Pandora should revive Rdio as pay-for-what-you-want streaming

Music listeners are cheapskates. Few will pay Spotify or Apple $10 a month even to stream almost every song ever. Meanwhile, radio services like Pandora hardly scrape by on the meager ad rates after they pay out royalties.

So if Pandora wants to resuscitate the battered corpse of Rdio it acquired for $75 million last year, it can’t just be another unlimited monthly subscription. The opportunity is somewhere between free and $10 a month, and between unpredictable radio and full on demand.

If Pandora’s smart, it will build a micropayment-based or limited-access streaming service akin to a social game where you pay to unlock extra content.

Pandora Day passSee, Pandora already has a huge user base of 81 million listeners — it’s just not able to monetize them very well with radio. That led its stock price to sink 12 percent after its most recent earnings report.

And the experience isn’t great either. Sure, if you don’t care exactly what you listen to, Pandora’s personalized algorithmic radio is easy to turn on and not have to mess with. Not everyone wants to play DJ all the time.
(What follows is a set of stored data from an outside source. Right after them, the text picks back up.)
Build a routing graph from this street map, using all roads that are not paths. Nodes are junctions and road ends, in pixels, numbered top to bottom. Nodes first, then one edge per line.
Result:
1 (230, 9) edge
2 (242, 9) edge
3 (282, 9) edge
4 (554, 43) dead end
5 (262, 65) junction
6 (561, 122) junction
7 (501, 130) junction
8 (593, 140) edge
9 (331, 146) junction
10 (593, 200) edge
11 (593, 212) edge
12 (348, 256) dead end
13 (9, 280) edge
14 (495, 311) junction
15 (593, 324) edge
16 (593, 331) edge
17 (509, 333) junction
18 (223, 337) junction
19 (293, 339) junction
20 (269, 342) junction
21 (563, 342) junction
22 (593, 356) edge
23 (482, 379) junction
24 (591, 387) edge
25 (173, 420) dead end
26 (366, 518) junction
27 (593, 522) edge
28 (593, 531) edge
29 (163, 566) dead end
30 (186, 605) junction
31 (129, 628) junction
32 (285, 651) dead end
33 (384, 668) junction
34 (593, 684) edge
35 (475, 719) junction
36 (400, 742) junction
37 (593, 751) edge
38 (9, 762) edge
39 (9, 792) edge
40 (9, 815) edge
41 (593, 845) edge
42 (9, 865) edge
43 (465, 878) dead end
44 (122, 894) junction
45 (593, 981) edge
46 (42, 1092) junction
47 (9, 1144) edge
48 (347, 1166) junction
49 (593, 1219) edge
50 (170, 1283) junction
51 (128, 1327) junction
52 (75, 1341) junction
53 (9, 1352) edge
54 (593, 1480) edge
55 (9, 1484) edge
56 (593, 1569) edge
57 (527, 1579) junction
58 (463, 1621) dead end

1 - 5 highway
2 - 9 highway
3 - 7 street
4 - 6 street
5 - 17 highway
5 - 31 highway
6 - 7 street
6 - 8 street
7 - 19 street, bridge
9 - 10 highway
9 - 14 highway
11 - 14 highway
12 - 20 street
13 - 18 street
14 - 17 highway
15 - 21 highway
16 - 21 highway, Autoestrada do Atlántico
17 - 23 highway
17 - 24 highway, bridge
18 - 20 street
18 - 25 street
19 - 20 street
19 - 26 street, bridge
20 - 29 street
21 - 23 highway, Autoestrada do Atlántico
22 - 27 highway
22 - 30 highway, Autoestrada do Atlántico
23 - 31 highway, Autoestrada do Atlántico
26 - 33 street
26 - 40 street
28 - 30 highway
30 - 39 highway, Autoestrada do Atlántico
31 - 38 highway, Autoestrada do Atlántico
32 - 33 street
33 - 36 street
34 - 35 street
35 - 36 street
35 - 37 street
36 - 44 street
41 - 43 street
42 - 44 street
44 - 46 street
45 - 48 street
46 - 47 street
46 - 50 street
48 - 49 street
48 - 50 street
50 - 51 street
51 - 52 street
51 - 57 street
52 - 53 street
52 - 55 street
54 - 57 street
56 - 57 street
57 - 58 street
But when you fall in love with a song, you want to listen to it again. The fact that “radio” doesn’t allow this is merely a repercussion of old broadcast technology on the AM and FM airwaves where it started. Spotify and Apple tried to solve this by building radio features into their paid services, commoditizing Pandora by turning it into just a feature. But the price isn’t right for everyone.

Back in the CD era, the average listener bought one or two $16 discs per year. They listened to the free FM radio, discovered music they loved and bought it so they could listen to it without ads whenever they wanted. But they didn’t have to spend $100+ a year for access to everything else.

If Pandora can mimic that user behavior, it could build a successful micropayment streaming service on the ruins of Rdio.

Before Rdio went bankrupt, one of its last-ditch efforts was the $3.99 Rdio Select service. It gave users instant access to up to 25 songs per day, plus ad-free radio with unlimited skipping. Pandora also offers its $0.99 Pandora One Day Pass, which lets users remove ads for $1 for 24 hours.

Rdio Select App

Whether it’s called “Pandora Select,” “Pandora Instant” or “Pandora Now,” some kind of mashup of these services could prove a popular upsell with the radio service’s listeners.

Imagine hearing a song you love on Pandora and instantly being able to buy the option to listen to just that song on demand forever? Or grabbing a day pass to unlimited on-demand streaming? Or adding the song to a small on-demand playlist you can switch to in Pandora for a cheap monthly fee?

Rather than thinking of this as Rdio 2.0 or a separate app, think of it as Pandora’s bridge into on demand. Alongside concert tickets sold through its $450 million acquisition of Ticketfly, Pandora would gain another lucrative in-house product to sell in its ads. Not only could it boost the company’s ailing business, a limited on-demand option could make the Pandora listening experience complete.